____ Records to use

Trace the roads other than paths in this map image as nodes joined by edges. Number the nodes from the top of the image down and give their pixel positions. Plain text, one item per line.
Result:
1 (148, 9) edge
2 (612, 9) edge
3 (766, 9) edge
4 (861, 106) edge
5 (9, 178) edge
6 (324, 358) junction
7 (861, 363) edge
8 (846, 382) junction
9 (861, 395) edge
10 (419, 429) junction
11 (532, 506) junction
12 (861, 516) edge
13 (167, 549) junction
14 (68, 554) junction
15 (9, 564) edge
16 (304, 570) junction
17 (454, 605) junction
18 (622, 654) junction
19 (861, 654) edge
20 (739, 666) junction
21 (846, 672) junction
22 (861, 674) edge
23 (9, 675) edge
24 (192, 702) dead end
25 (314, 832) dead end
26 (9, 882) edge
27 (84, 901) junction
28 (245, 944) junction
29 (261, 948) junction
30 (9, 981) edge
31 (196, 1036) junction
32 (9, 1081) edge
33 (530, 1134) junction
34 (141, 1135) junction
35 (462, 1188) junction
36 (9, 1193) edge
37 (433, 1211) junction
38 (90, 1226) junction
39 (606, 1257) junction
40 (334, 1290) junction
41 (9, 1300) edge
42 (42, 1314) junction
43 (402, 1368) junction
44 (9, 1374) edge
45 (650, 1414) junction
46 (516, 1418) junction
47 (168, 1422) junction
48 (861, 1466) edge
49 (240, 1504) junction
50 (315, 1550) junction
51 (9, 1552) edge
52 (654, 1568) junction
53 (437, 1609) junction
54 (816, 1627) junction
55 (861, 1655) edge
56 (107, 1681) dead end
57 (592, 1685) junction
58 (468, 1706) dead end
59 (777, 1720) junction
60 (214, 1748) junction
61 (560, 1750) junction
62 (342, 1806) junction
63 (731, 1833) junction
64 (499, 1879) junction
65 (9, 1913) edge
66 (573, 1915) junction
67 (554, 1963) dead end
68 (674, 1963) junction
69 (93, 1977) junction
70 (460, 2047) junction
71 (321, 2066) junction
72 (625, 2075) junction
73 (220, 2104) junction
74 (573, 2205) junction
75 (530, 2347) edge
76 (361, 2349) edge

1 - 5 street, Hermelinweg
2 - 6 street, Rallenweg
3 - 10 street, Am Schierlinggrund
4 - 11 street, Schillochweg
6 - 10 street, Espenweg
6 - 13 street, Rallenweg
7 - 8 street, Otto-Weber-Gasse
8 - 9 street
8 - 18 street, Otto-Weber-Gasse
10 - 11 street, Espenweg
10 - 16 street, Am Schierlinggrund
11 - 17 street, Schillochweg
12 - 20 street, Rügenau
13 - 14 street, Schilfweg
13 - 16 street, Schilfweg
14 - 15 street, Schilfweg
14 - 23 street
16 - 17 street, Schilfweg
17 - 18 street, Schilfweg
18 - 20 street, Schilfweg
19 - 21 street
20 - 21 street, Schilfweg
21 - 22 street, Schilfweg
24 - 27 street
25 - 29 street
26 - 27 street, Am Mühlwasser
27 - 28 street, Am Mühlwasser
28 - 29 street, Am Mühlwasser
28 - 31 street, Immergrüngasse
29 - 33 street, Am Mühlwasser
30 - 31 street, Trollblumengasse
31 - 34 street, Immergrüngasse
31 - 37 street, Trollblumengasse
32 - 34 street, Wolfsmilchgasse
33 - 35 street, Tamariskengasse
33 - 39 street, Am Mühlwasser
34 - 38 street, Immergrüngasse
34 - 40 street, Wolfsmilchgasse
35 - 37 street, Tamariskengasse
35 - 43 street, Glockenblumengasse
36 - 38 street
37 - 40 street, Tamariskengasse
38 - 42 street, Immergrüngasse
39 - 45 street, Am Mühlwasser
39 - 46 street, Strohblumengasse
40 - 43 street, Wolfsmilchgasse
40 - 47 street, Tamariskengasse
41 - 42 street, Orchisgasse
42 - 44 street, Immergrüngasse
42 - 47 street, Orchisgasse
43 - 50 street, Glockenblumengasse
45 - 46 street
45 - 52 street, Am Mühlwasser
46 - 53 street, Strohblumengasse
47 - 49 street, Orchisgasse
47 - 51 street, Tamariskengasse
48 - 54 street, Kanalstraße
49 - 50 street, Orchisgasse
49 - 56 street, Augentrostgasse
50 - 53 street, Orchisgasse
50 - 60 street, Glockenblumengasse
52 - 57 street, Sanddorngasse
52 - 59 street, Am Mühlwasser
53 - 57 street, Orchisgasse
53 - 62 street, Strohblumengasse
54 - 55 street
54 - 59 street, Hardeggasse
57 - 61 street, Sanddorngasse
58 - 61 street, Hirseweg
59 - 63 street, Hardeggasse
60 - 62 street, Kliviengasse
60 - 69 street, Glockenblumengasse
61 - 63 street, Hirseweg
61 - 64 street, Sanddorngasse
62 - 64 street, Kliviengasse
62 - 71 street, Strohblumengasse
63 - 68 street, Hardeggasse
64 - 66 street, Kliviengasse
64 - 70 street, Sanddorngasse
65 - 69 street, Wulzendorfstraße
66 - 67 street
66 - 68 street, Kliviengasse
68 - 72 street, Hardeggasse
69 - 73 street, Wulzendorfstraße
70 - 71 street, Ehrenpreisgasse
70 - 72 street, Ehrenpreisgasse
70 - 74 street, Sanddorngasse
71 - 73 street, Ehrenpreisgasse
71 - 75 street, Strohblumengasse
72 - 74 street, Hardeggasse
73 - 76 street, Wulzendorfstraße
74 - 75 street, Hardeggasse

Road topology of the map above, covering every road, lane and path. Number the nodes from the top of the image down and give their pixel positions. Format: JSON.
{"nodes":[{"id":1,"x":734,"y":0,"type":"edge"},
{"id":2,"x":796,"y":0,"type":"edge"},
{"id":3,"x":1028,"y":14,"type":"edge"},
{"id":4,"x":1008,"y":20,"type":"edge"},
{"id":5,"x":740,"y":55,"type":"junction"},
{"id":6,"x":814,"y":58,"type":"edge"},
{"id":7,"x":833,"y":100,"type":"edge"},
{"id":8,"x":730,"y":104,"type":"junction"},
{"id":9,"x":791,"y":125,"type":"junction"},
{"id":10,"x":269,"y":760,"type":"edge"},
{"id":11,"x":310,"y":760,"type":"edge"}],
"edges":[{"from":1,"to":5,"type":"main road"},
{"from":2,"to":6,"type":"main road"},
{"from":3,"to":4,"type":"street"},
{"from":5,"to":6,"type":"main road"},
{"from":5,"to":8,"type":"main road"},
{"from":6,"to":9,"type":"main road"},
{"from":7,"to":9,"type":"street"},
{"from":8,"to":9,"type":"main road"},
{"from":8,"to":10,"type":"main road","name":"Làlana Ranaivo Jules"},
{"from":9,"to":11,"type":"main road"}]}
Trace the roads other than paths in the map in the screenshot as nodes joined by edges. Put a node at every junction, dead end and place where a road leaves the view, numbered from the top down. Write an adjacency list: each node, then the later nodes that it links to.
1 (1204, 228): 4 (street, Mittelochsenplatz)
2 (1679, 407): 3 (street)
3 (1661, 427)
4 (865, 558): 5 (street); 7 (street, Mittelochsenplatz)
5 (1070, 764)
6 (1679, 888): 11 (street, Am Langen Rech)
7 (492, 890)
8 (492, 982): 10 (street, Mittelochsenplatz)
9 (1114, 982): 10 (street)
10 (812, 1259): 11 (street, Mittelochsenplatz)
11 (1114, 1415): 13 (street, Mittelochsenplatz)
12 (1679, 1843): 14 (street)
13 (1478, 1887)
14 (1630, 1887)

________

Word for word, return the lines from the one holding "Road topology of" through the end of the entries above.

**Output below**
Road topology of the map above, covering every road, lane and path. Number the nodes from the top of the image down and give their pixel positions. Format: JSON.
{"nodes":[{"id":1,"x":734,"y":0,"type":"edge"},
{"id":2,"x":796,"y":0,"type":"edge"},
{"id":3,"x":1028,"y":14,"type":"edge"},
{"id":4,"x":1008,"y":20,"type":"edge"},
{"id":5,"x":740,"y":55,"type":"junction"},
{"id":6,"x":814,"y":58,"type":"edge"},
{"id":7,"x":833,"y":100,"type":"edge"},
{"id":8,"x":730,"y":104,"type":"junction"},
{"id":9,"x":791,"y":125,"type":"junction"},
{"id":10,"x":269,"y":760,"type":"edge"},
{"id":11,"x":310,"y":760,"type":"edge"}],
"edges":[{"from":1,"to":5,"type":"main road"},
{"from":2,"to":6,"type":"main road"},
{"from":3,"to":4,"type":"street"},
{"from":5,"to":6,"type":"main road"},
{"from":5,"to":8,"type":"main road"},
{"from":6,"to":9,"type":"main road"},
{"from":7,"to":9,"type":"street"},
{"from":8,"to":9,"type":"main road"},
{"from":8,"to":10,"type":"main road","name":"Làlana Ranaivo Jules"},
{"from":9,"to":11,"type":"main road"}]}
Trace the roads other than paths in the map in the screenshot as nodes joined by edges. Put a node at every junction, dead end and place where a road leaves the view, numbered from the top down. Write an adjacency list: each node, then the later nodes that it links to.
1 (1204, 228): 4 (street, Mittelochsenplatz)
2 (1679, 407): 3 (street)
3 (1661, 427)
4 (865, 558): 5 (street); 7 (street, Mittelochsenplatz)
5 (1070, 764)
6 (1679, 888): 11 (street, Am Langen Rech)
7 (492, 890)
8 (492, 982): 10 (street, Mittelochsenplatz)
9 (1114, 982): 10 (street)
10 (812, 1259): 11 (street, Mittelochsenplatz)
11 (1114, 1415): 13 (street, Mittelochsenplatz)
12 (1679, 1843): 14 (street)
13 (1478, 1887)
14 (1630, 1887)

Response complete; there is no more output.